You will see in this chapter how to take advantage of some of these features to create your Office Business Applications.

Integrated Development Environment (IDE)

VSTO is part of Visual Studio 2008 Integrated Development Environment (IDE). This gives the Office developer all of the power and features of Visual Studio and all of the power and features of the .NET Framework. Figure 2-1 shows what an Excel 2007 project looks like in the IDE.

Project Templates

VSTO ships with a number of Visual Studio project templates. These templates are divided into two major categories: Office 2003 and Office 2007 for both VB and C# languages.

Office 2003

The Office 2003 project folder, seen in Figure 2-2, contains document-level projects for Word, Excel, and InfoPath, and add-in projects for Word, Excel, PowerPoint, Visio, InfoPath, and Outlook. If you are targeting Office 2003 users with your OBA solution, you should install Office 2003 Professional on your development machine to use all of these templates. But if you are targeting a mixed set of users—some on Office 2003 and some on Office 2007—you should install Office 2007. Then you will be able to create a 2003 add-in that will run for both Office 2003 and Office 2007 users. The caveat, of course, is that you must use the lowest-common denominator of features, in this case Office 2003. You could also do work to "light up" Office 2007 features if you detect the version of Office in which your add-in is running.

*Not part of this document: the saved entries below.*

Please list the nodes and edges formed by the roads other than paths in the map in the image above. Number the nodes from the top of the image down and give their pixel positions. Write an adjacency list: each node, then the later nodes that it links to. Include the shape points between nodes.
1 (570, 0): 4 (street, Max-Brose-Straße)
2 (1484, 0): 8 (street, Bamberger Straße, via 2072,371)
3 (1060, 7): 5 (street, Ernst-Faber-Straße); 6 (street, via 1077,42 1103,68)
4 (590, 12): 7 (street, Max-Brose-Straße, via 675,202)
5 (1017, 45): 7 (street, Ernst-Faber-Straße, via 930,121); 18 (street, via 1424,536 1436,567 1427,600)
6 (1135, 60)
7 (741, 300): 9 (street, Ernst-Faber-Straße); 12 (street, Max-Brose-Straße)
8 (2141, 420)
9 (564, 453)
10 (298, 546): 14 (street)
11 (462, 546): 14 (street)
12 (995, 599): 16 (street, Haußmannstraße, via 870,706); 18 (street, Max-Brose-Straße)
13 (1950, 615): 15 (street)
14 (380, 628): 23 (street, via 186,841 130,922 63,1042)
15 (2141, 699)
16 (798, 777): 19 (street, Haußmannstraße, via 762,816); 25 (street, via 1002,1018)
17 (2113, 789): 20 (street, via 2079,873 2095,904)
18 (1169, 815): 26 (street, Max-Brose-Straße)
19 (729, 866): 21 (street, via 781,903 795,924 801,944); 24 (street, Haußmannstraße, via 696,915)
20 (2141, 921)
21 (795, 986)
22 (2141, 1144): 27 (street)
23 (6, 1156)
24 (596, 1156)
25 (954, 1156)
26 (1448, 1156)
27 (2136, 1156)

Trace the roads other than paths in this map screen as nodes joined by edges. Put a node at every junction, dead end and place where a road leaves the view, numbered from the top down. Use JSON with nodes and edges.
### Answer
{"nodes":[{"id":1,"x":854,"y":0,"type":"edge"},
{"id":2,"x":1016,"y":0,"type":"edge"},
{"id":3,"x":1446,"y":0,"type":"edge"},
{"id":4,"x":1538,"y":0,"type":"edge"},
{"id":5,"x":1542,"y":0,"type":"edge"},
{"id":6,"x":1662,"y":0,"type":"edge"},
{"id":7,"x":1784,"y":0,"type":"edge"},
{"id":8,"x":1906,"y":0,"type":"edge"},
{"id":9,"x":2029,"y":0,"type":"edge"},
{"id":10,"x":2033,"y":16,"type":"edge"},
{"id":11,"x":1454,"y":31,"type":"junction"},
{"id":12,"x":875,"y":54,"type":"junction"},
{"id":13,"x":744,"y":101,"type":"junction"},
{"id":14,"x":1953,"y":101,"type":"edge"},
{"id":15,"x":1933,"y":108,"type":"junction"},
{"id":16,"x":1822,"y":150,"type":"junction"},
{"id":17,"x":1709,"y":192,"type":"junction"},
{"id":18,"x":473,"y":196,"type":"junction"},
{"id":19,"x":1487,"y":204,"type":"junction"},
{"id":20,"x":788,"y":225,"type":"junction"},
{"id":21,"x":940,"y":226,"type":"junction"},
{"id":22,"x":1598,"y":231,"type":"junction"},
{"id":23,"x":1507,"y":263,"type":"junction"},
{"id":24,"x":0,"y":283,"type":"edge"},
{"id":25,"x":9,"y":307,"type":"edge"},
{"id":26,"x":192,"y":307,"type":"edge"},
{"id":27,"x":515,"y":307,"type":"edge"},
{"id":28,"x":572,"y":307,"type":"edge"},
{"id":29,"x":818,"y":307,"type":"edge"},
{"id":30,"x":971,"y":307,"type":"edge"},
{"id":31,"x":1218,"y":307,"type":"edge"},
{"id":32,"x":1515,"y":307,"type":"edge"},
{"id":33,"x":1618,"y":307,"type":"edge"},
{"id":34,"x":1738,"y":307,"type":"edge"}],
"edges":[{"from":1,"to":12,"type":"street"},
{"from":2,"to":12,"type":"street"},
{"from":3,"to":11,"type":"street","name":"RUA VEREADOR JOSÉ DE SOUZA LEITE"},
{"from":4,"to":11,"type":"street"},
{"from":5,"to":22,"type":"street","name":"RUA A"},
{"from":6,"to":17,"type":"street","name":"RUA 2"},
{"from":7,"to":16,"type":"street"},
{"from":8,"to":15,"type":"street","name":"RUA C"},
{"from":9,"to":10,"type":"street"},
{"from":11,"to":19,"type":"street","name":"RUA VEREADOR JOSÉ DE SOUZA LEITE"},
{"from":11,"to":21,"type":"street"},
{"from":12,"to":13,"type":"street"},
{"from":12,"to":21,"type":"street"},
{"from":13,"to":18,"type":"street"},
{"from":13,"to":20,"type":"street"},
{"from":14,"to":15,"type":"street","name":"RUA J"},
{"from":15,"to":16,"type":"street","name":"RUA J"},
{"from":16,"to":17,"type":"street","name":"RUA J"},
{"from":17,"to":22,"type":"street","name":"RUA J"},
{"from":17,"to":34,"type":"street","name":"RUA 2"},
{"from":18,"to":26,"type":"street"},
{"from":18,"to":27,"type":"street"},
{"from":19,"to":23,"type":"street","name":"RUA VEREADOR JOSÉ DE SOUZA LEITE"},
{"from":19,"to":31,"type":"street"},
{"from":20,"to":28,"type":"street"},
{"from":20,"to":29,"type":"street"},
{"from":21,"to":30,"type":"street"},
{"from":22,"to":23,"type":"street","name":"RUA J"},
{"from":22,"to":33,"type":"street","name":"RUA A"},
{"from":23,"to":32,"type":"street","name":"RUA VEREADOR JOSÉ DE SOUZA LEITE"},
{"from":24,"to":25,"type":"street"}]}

A VSTO Excel project open in Visual Studio 2008

Figure 2-1. A VSTO Excel project open in Visual Studio 2008

The project types available for Office 2003 development

Figure 2-2. The project types available for Office 2003 development

Office 2007

The Office 2007 project folder, seen in Figure 2-3, contains document-level projects for Word, Excel, and InfoPath. There are add-in projects for Word, Excel, PowerPoint, Project, Visio, InfoPath, and Outlook. There are also two SharePoint server projects for creating sequential and state machine workflows. The two SharePoint projects require that Visual Studio runs on a machine with SharePoint installed. You will use some of these templates in this chapter to create OBAs targeting Office 2007 users.

The project types available for Office 2007 development

Figure 2-3. The project types available for Office 2007 development

Item Templates

There are also a number of item templates that ship with VSTO, seen in Figure 2-4. Item templates are the items that you add to your project. You can open the Add New Item dialog by selecting Project, and then Add New Item from the main menu. The Add New Item dialog contains many project items, but three are for Office projects: Actions Pane Control, Ribbon (XML), and Ribbon (Visual Designer).

The project item types available for Office 2007 development

Figure 2-4. The project item types available for Office 2007 development

Debugging

Debugging Office projects with VSTO is just like other Visual Studio applications, such as a Windows Forms application. You simply need to press F5 to build and run the solution. The VSTO project system will build, deploy, and launch the Office application, and attach the debugger. All of the standard Visual Studio debugging features work with your Office project as well, such as break points, edit and continue, immediate window, and the autos window.